DATASET RECORDS -
▼▼▼

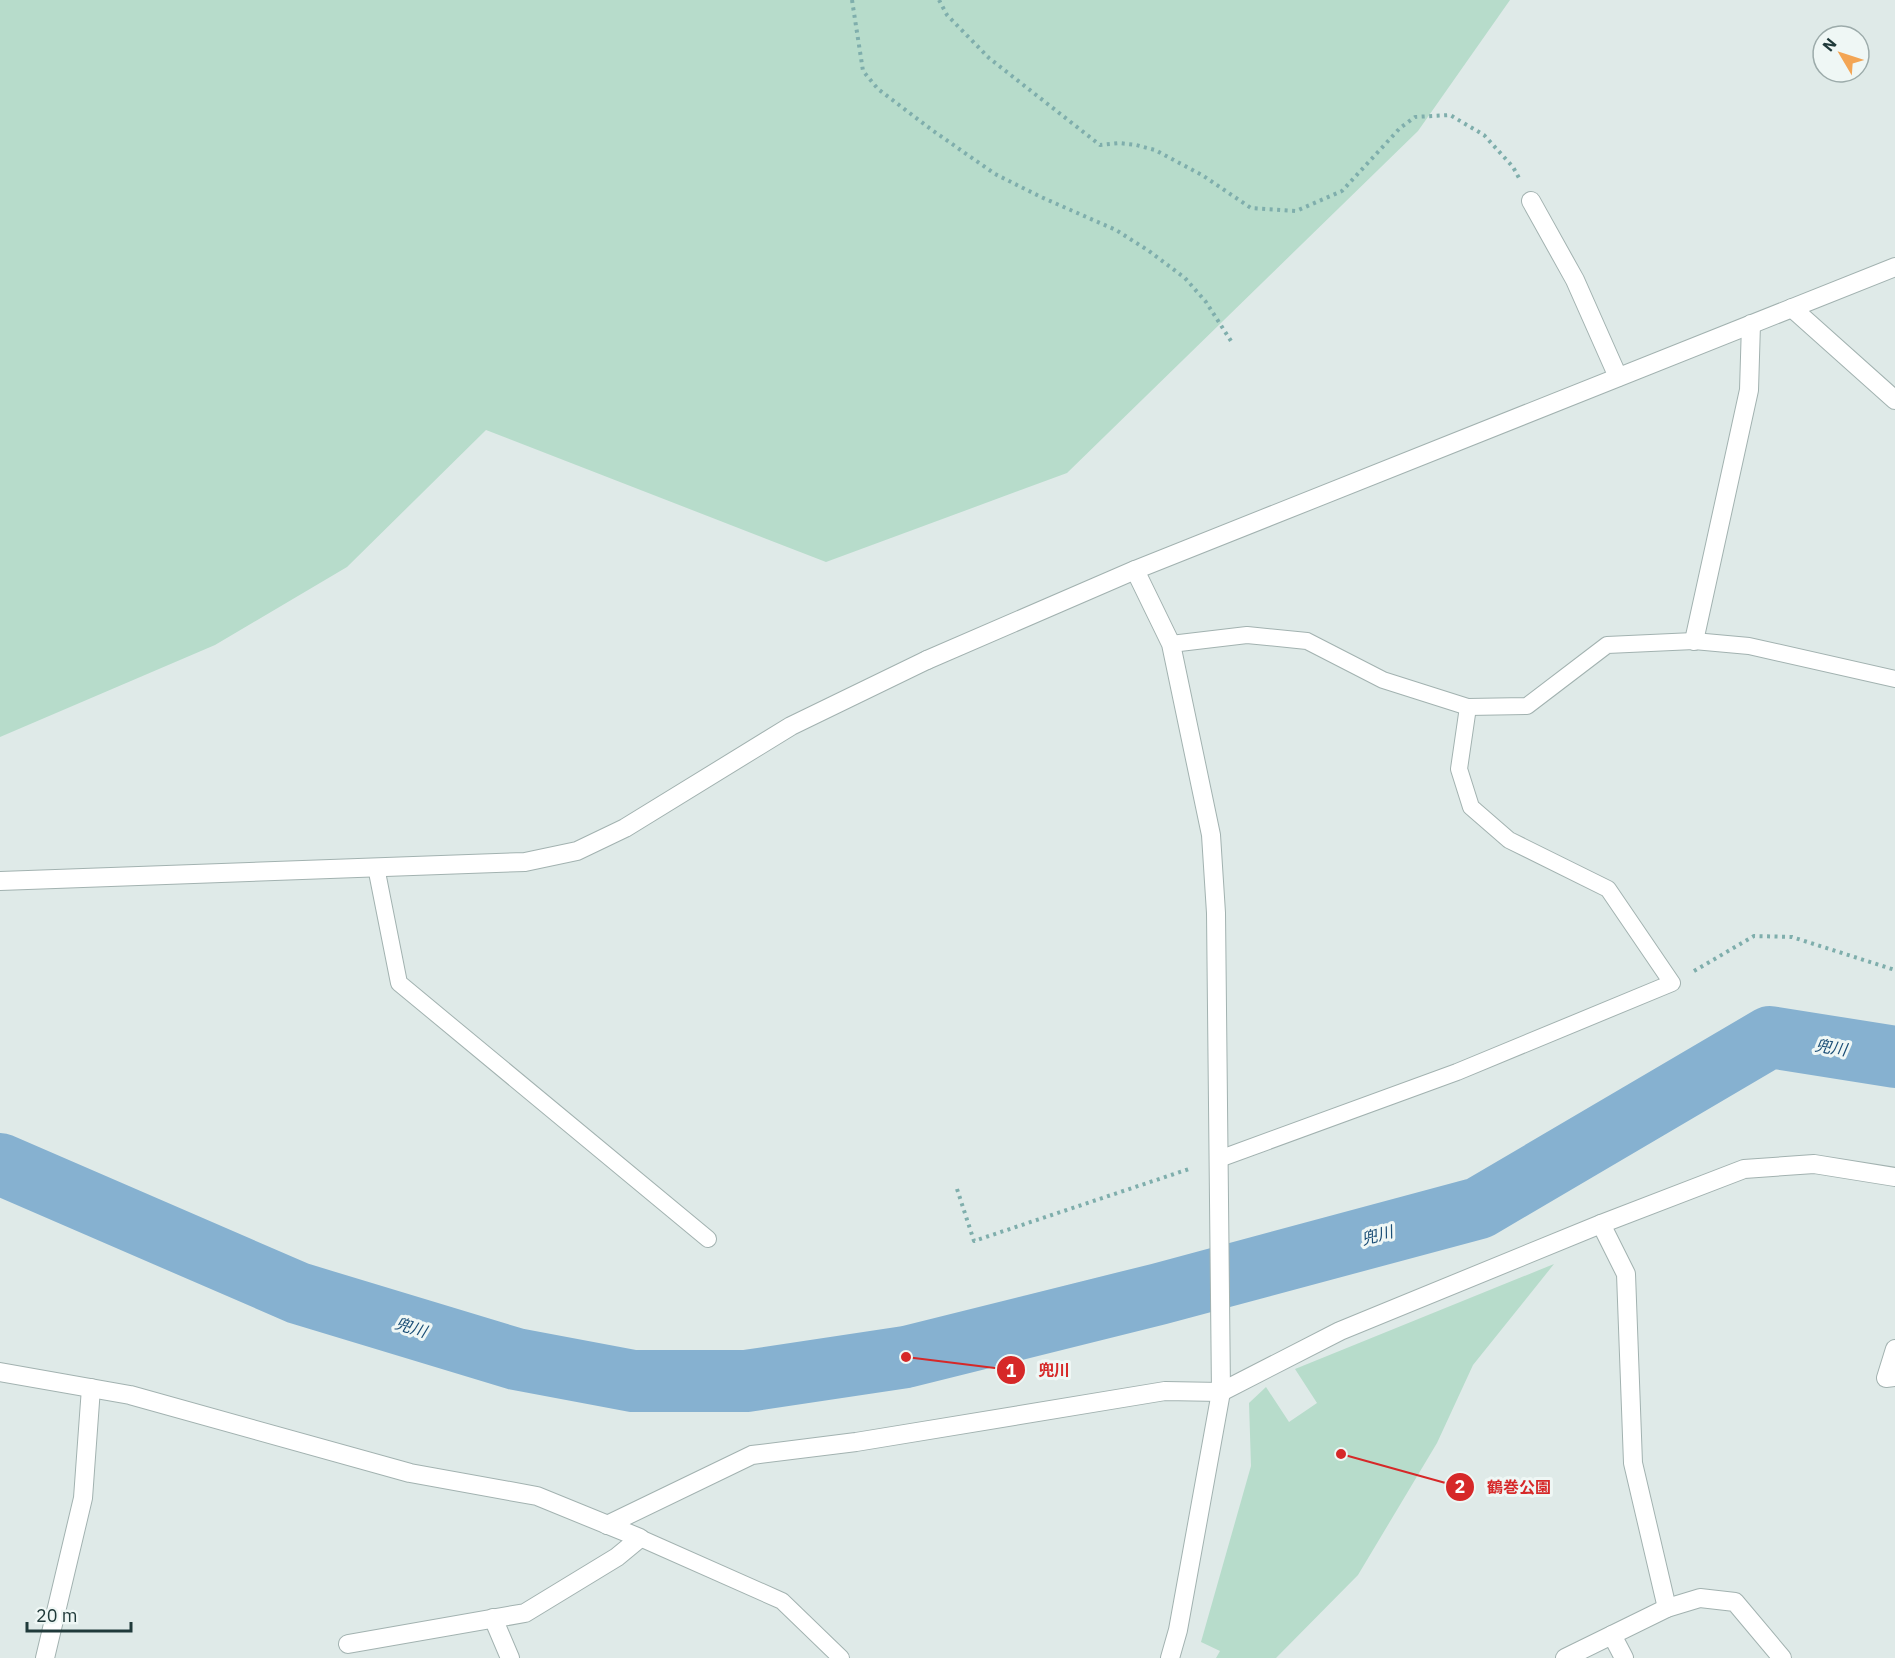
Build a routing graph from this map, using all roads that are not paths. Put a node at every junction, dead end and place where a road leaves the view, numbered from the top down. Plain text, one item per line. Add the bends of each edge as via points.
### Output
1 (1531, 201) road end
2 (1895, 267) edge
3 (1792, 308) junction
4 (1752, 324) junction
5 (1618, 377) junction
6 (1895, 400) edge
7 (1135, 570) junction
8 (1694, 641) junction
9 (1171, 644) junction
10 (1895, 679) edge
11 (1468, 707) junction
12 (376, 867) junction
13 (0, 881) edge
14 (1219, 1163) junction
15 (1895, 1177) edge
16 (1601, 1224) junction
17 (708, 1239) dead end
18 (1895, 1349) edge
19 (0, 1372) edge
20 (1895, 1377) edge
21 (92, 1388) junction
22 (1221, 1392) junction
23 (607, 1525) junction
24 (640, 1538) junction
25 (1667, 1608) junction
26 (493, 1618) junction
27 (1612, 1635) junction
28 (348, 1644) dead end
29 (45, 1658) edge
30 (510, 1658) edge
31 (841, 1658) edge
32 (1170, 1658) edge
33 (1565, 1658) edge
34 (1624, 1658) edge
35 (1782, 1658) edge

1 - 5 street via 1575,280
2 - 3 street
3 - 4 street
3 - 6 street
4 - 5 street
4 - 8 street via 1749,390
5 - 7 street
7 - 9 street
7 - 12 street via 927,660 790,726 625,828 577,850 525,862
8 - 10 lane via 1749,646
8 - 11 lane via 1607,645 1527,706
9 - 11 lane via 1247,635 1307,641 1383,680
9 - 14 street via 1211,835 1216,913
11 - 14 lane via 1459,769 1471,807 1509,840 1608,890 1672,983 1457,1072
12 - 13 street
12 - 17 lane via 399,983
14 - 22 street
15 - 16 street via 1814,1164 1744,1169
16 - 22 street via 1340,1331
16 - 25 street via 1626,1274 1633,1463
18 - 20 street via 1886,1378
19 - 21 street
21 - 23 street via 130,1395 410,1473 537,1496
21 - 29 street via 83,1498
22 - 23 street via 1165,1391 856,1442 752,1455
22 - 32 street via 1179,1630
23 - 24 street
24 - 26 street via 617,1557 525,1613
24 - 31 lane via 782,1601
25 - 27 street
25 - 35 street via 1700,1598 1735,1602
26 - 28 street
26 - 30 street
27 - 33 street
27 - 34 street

▲▲▲
▼▼▼

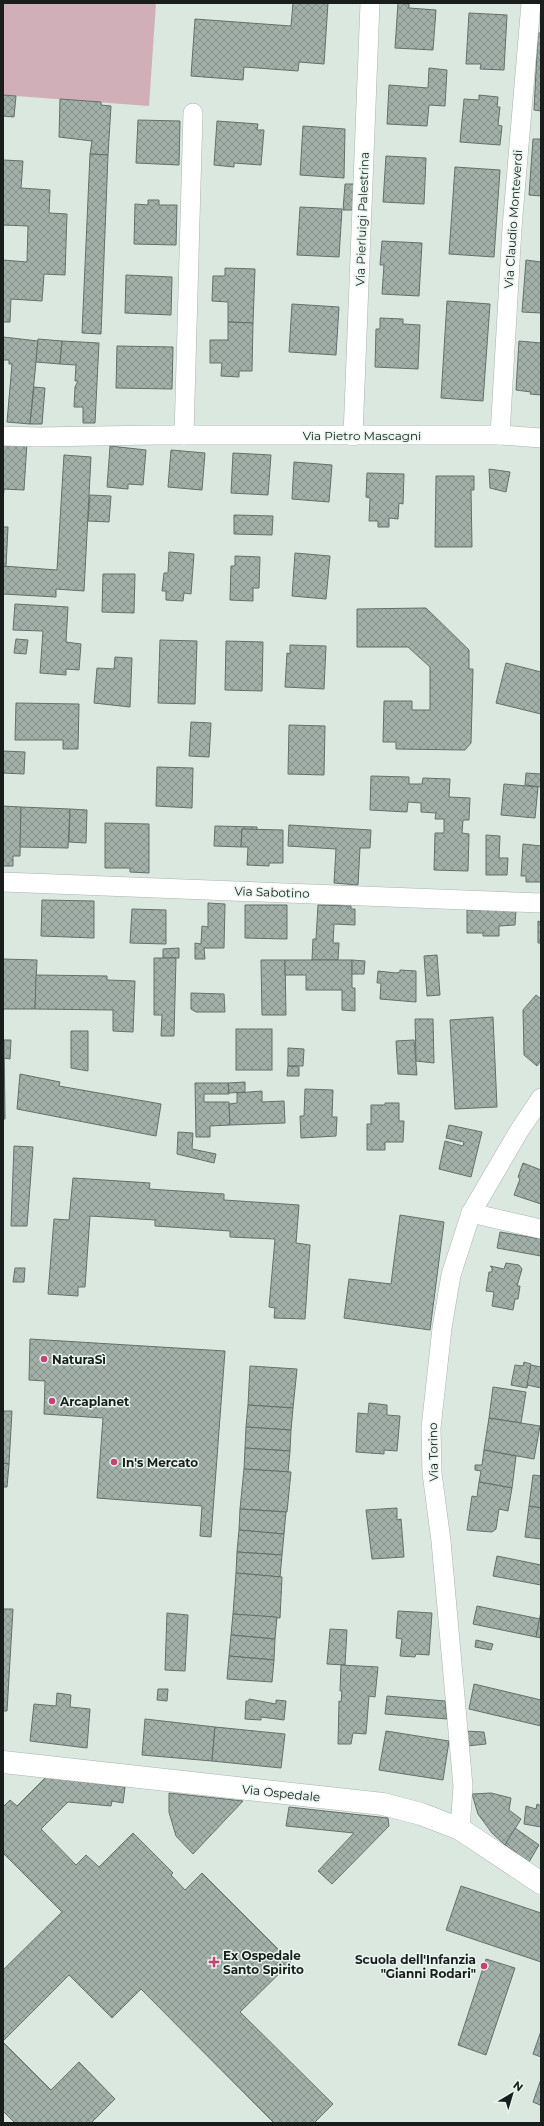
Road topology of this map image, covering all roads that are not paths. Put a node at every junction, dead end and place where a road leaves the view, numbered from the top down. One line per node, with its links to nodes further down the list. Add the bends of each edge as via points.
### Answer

▲▲▲
▼▼▼

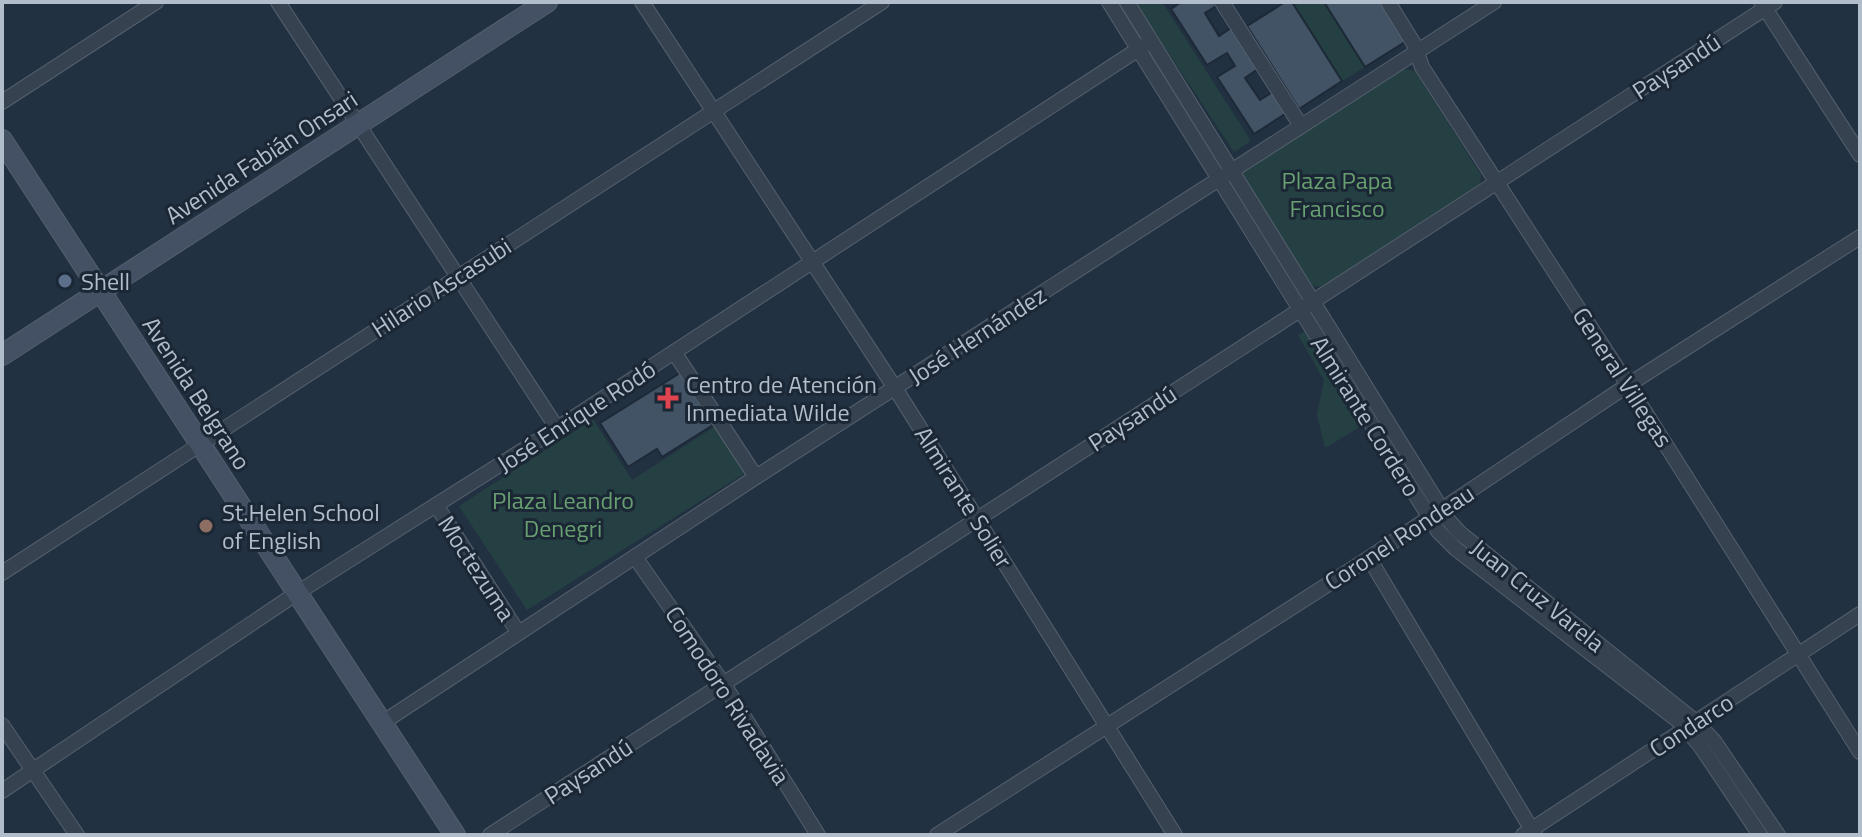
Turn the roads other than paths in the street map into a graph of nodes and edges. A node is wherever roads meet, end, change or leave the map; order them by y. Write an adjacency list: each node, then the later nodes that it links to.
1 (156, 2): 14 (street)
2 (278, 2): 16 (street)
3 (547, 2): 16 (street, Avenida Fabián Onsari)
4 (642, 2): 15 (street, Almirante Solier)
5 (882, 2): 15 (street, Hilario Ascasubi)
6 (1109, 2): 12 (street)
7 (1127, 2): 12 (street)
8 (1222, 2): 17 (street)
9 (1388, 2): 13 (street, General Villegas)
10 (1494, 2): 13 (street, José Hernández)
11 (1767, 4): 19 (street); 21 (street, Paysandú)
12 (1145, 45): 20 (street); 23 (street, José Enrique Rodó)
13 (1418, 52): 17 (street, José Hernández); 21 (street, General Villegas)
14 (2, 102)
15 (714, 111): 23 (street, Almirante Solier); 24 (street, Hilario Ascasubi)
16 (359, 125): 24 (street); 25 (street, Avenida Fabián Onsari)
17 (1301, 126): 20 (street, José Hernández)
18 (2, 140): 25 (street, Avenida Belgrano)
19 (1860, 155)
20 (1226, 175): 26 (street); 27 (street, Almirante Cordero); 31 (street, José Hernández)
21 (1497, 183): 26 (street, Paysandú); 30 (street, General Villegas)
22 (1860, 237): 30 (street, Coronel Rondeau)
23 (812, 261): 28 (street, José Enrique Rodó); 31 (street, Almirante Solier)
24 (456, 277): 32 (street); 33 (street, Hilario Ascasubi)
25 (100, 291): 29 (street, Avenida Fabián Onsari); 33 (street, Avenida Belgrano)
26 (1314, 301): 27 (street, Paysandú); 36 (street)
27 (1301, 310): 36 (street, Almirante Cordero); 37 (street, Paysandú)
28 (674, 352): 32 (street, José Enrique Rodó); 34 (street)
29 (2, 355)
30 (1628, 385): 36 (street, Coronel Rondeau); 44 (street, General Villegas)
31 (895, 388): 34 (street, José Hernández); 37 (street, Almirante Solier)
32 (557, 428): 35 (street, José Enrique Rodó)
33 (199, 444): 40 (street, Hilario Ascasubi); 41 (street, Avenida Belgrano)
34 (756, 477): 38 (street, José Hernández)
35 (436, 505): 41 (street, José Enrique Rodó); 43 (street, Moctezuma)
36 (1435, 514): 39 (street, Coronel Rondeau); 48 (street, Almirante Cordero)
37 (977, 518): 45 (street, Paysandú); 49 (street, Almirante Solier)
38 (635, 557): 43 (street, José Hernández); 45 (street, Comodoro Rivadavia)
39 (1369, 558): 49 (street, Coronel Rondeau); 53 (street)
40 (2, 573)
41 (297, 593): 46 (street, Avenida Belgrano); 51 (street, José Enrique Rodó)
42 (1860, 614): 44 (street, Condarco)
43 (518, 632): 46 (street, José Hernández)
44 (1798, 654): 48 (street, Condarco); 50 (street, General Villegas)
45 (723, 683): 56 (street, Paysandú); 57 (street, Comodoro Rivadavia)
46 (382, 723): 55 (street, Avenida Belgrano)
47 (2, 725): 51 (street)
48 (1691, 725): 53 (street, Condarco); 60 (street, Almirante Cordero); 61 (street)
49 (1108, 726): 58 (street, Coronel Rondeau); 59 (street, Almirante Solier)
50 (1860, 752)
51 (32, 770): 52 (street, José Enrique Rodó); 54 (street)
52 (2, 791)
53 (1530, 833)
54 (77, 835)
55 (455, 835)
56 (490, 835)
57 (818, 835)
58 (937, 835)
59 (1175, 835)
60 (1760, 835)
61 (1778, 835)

▲▲▲

Tell me how many lines in the data include "view", giving only the number.

2